MATERIAL FOR THIS TASK
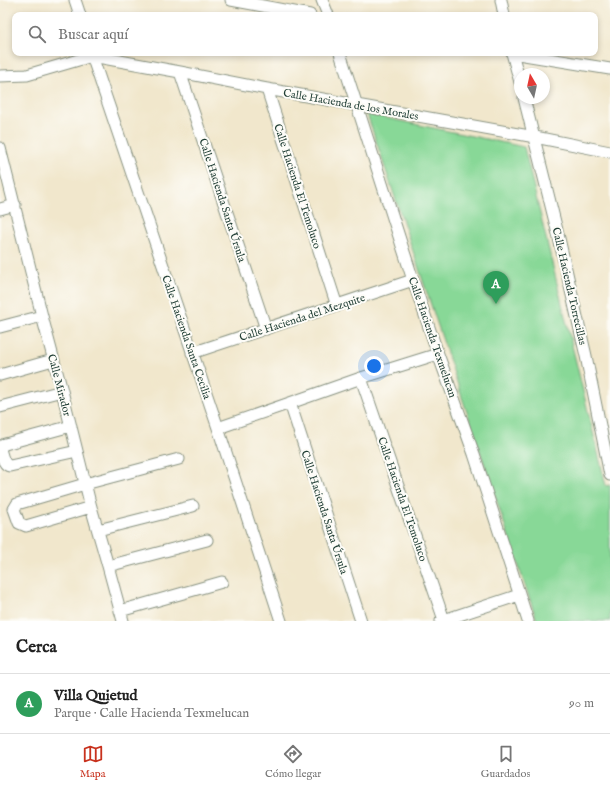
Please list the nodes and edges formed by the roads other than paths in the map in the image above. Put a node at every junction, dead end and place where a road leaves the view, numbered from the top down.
1 (75, 0) edge
2 (231, 0) edge
3 (322, 0) edge
4 (501, 0) edge
5 (79, 12) edge
6 (294, 12) edge
7 (327, 12) edge
8 (503, 12) edge
9 (89, 56) edge
10 (92, 56) edge
11 (97, 56) edge
12 (341, 56) edge
13 (513, 56) edge
14 (530, 56) edge
15 (516, 68) edge
16 (610, 69) edge
17 (180, 72) junction
18 (0, 76) edge
19 (267, 89) junction
20 (526, 104) edge
21 (356, 105) junction
22 (534, 137) junction
23 (0, 148) edge
24 (610, 152) edge
25 (4, 182) edge
26 (15, 206) junction
27 (0, 209) edge
28 (413, 280) junction
29 (337, 306) junction
30 (42, 316) junction
31 (0, 327) edge
32 (266, 328) junction
33 (192, 353) junction
34 (438, 354) junction
35 (53, 360) junction
36 (0, 375) edge
37 (361, 378) junction
38 (62, 391) junction
39 (290, 403) junction
40 (0, 407) edge
41 (71, 426) junction
42 (218, 428) junction
43 (77, 452) junction
44 (180, 459) dead end
45 (610, 475) edge
46 (85, 484) junction
47 (194, 506) dead end
48 (91, 507) junction
49 (98, 530) junction
50 (207, 540) dead end
51 (108, 566) junction
52 (222, 582) dead end
53 (519, 595) junction
54 (121, 616) edge
55 (443, 620) edge
56 (281, 621) edge
57 (361, 621) edge
58 (528, 621) edge

1 - 5 street
2 - 6 street
3 - 7 street
4 - 8 street
9 - 18 street
10 - 33 street, Calle Hacienda Santa Cecilia
11 - 17 street, Calle Hacienda de los Morales
12 - 21 street, Calle Hacienda Texmelucan
13 - 15 street
14 - 16 street
17 - 19 street, Calle Hacienda de los Morales
17 - 32 street, Calle Hacienda Santa Úrsula
19 - 21 street, Calle Hacienda de los Morales
19 - 29 street, Calle Hacienda El Temoluco
20 - 22 street, Calle Hacienda Torrecillas
21 - 22 street, Calle Hacienda de los Morales
21 - 28 street, Calle Hacienda Texmelucan
22 - 24 street, Calle Hacienda de los Morales
22 - 45 street, Calle Hacienda Torrecillas
23 - 25 street, Calle Mirador
25 - 26 street, Calle Mirador
26 - 27 street
26 - 30 street, Calle Mirador
28 - 29 street, Calle Hacienda del Mezquite
28 - 34 street, Calle Hacienda Texmelucan
29 - 32 street, Calle Hacienda del Mezquite
30 - 31 street
30 - 35 street, Calle Mirador
32 - 33 street, Calle Hacienda del Mezquite
33 - 42 street, Calle Hacienda Santa Cecilia
34 - 37 street
34 - 53 street, Calle Hacienda Texmelucan
35 - 36 street
35 - 38 street, Calle Mirador
37 - 39 street
37 - 55 street, Calle Hacienda El Temoluco
38 - 40 street
38 - 41 street, Calle Mirador
39 - 42 street
39 - 57 street, Calle Hacienda Santa Úrsula
41 - 43 street, Calle Mirador
41 - 43 street
42 - 56 street, Calle Hacienda Santa Cecilia
43 - 46 street, Calle Mirador
44 - 46 street
46 - 48 street, Calle Mirador
46 - 48 street
47 - 49 street
48 - 49 street, Calle Mirador
49 - 51 street, Calle Mirador
50 - 51 street
51 - 54 street, Calle Mirador
52 - 54 street
53 - 55 street
53 - 58 street, Calle Hacienda Texmelucan

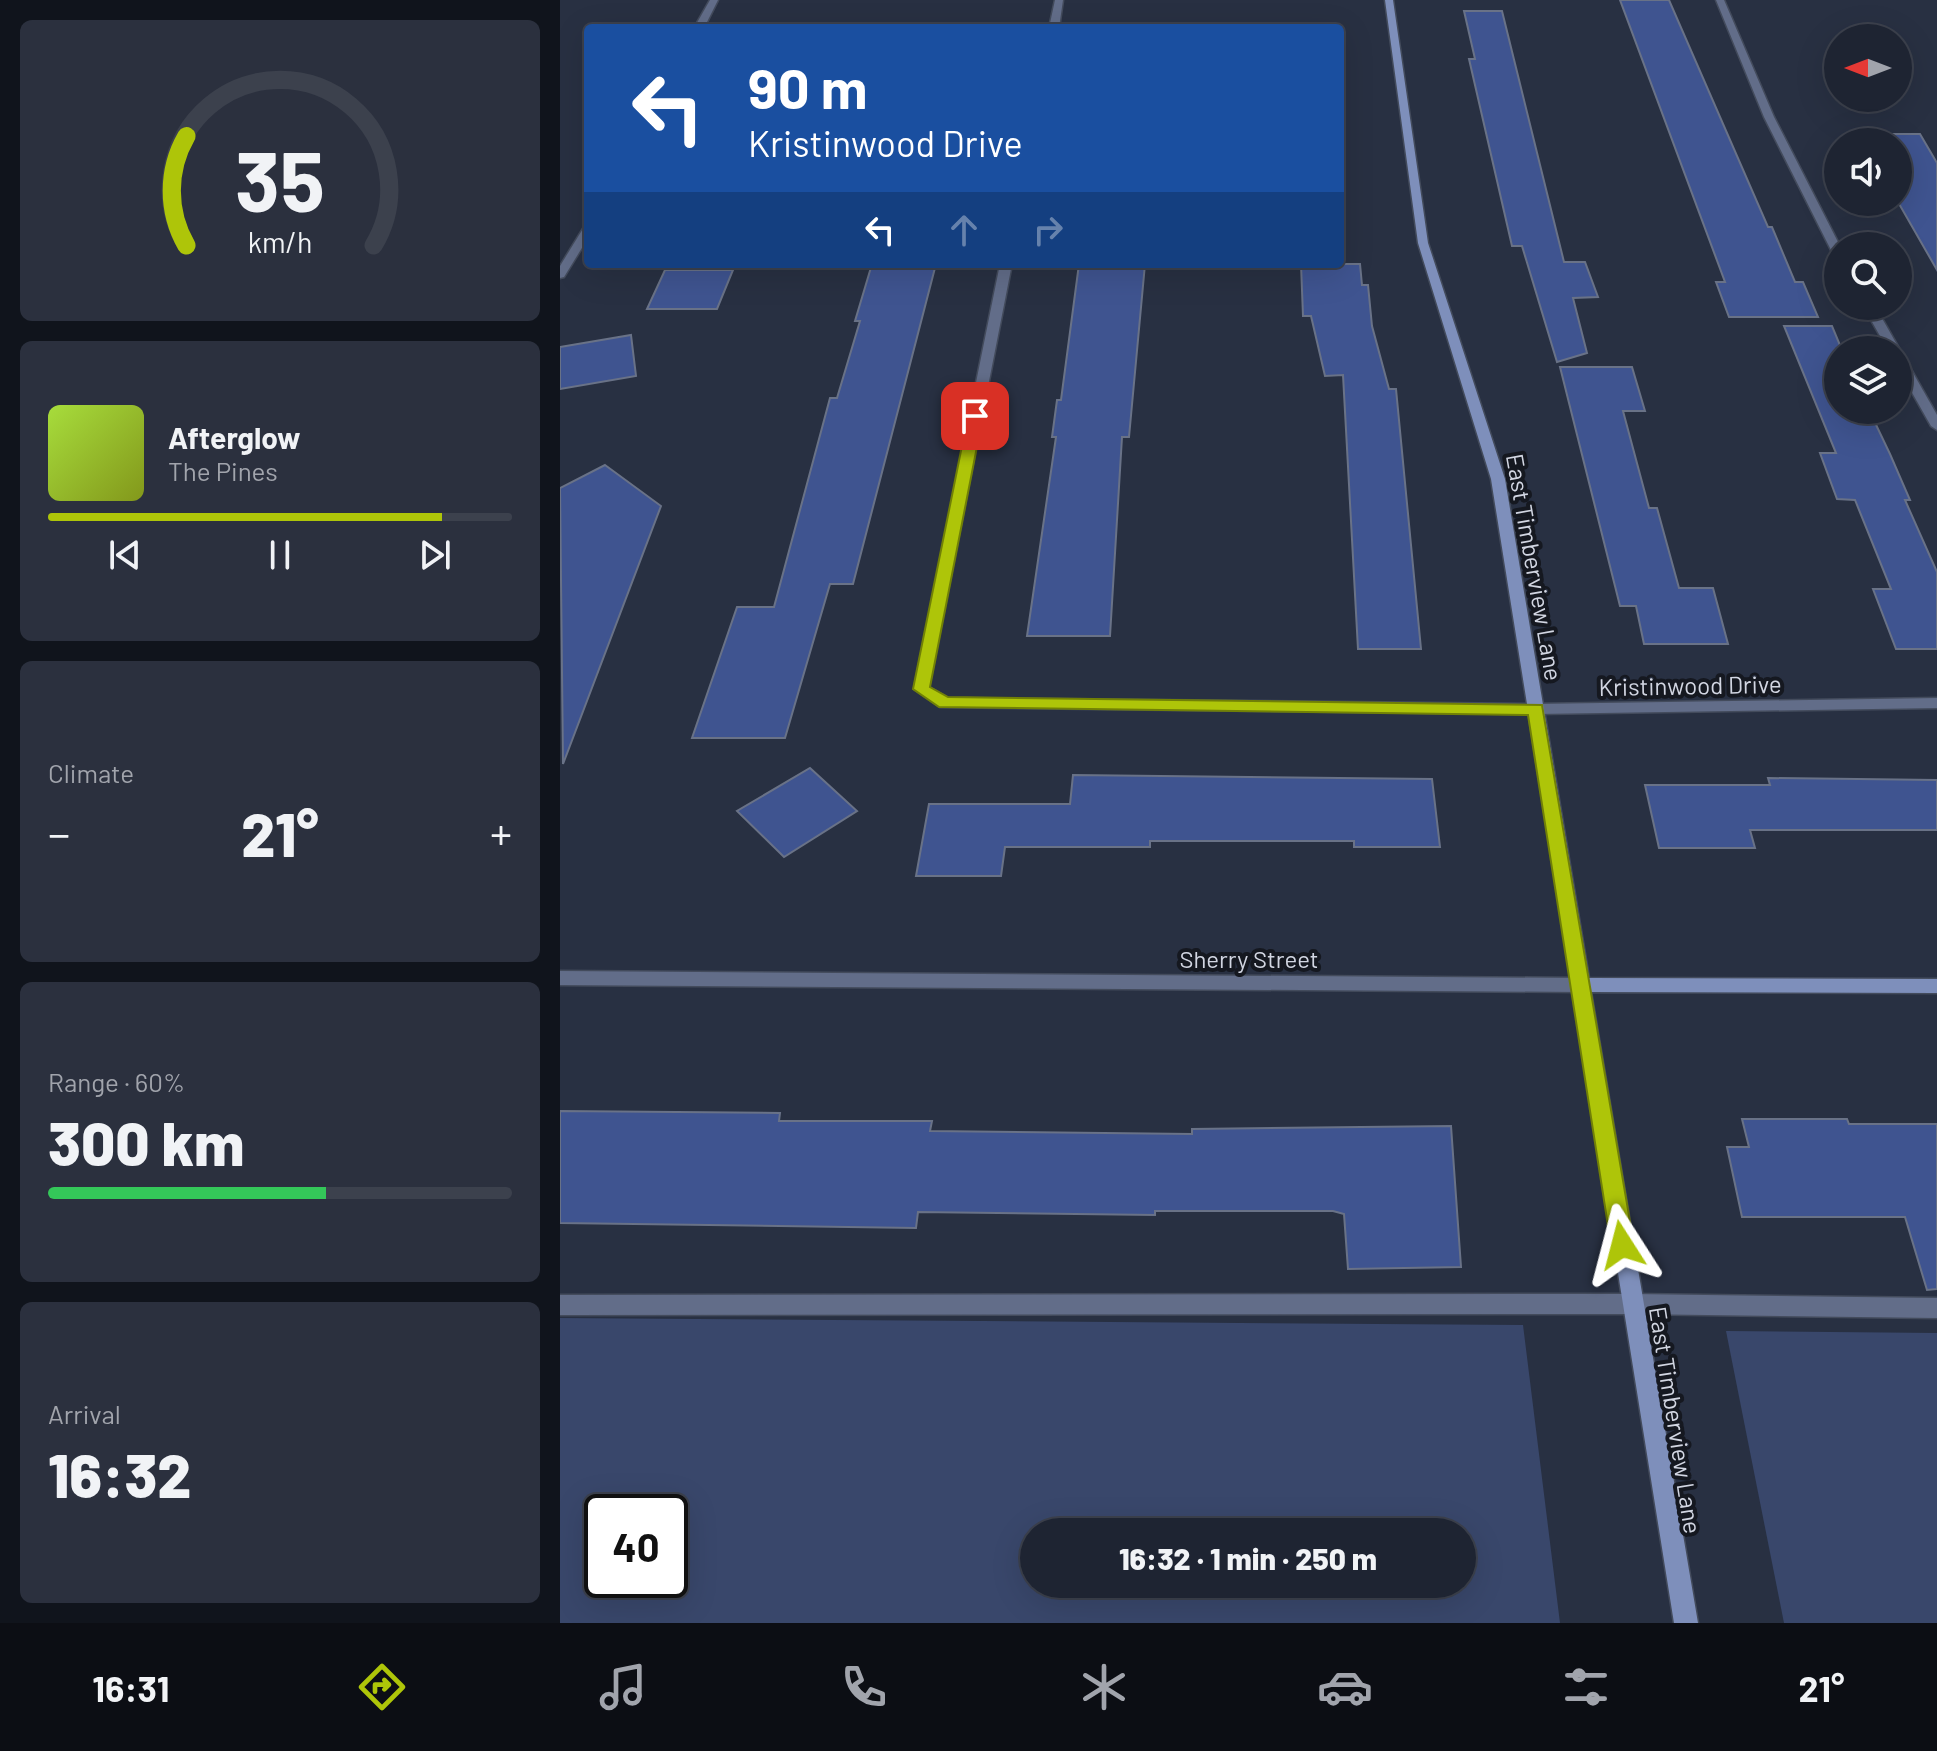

WHAT THIS TASK INVOLVES
Omitting all images, retype each line of the records precisely.

ANSWER SECTION
Please list the nodes and edges formed by the roads other than paths in the map in the image above. Put a node at every junction, dead end and place where a road leaves the view, numbered from the top down.
1 (75, 0) edge
2 (231, 0) edge
3 (322, 0) edge
4 (501, 0) edge
5 (79, 12) edge
6 (294, 12) edge
7 (327, 12) edge
8 (503, 12) edge
9 (89, 56) edge
10 (92, 56) edge
11 (97, 56) edge
12 (341, 56) edge
13 (513, 56) edge
14 (530, 56) edge
15 (516, 68) edge
16 (610, 69) edge
17 (180, 72) junction
18 (0, 76) edge
19 (267, 89) junction
20 (526, 104) edge
21 (356, 105) junction
22 (534, 137) junction
23 (0, 148) edge
24 (610, 152) edge
25 (4, 182) edge
26 (15, 206) junction
27 (0, 209) edge
28 (413, 280) junction
29 (337, 306) junction
30 (42, 316) junction
31 (0, 327) edge
32 (266, 328) junction
33 (192, 353) junction
34 (438, 354) junction
35 (53, 360) junction
36 (0, 375) edge
37 (361, 378) junction
38 (62, 391) junction
39 (290, 403) junction
40 (0, 407) edge
41 (71, 426) junction
42 (218, 428) junction
43 (77, 452) junction
44 (180, 459) dead end
45 (610, 475) edge
46 (85, 484) junction
47 (194, 506) dead end
48 (91, 507) junction
49 (98, 530) junction
50 (207, 540) dead end
51 (108, 566) junction
52 (222, 582) dead end
53 (519, 595) junction
54 (121, 616) edge
55 (443, 620) edge
56 (281, 621) edge
57 (361, 621) edge
58 (528, 621) edge

1 - 5 street
2 - 6 street
3 - 7 street
4 - 8 street
9 - 18 street
10 - 33 street, Calle Hacienda Santa Cecilia
11 - 17 street, Calle Hacienda de los Morales
12 - 21 street, Calle Hacienda Texmelucan
13 - 15 street
14 - 16 street
17 - 19 street, Calle Hacienda de los Morales
17 - 32 street, Calle Hacienda Santa Úrsula
19 - 21 street, Calle Hacienda de los Morales
19 - 29 street, Calle Hacienda El Temoluco
20 - 22 street, Calle Hacienda Torrecillas
21 - 22 street, Calle Hacienda de los Morales
21 - 28 street, Calle Hacienda Texmelucan
22 - 24 street, Calle Hacienda de los Morales
22 - 45 street, Calle Hacienda Torrecillas
23 - 25 street, Calle Mirador
25 - 26 street, Calle Mirador
26 - 27 street
26 - 30 street, Calle Mirador
28 - 29 street, Calle Hacienda del Mezquite
28 - 34 street, Calle Hacienda Texmelucan
29 - 32 street, Calle Hacienda del Mezquite
30 - 31 street
30 - 35 street, Calle Mirador
32 - 33 street, Calle Hacienda del Mezquite
33 - 42 street, Calle Hacienda Santa Cecilia
34 - 37 street
34 - 53 street, Calle Hacienda Texmelucan
35 - 36 street
35 - 38 street, Calle Mirador
37 - 39 street
37 - 55 street, Calle Hacienda El Temoluco
38 - 40 street
38 - 41 street, Calle Mirador
39 - 42 street
39 - 57 street, Calle Hacienda Santa Úrsula
41 - 43 street, Calle Mirador
41 - 43 street
42 - 56 street, Calle Hacienda Santa Cecilia
43 - 46 street, Calle Mirador
44 - 46 street
46 - 48 street, Calle Mirador
46 - 48 street
47 - 49 street
48 - 49 street, Calle Mirador
49 - 51 street, Calle Mirador
50 - 51 street
51 - 54 street, Calle Mirador
52 - 54 street
53 - 55 street
53 - 58 street, Calle Hacienda Texmelucan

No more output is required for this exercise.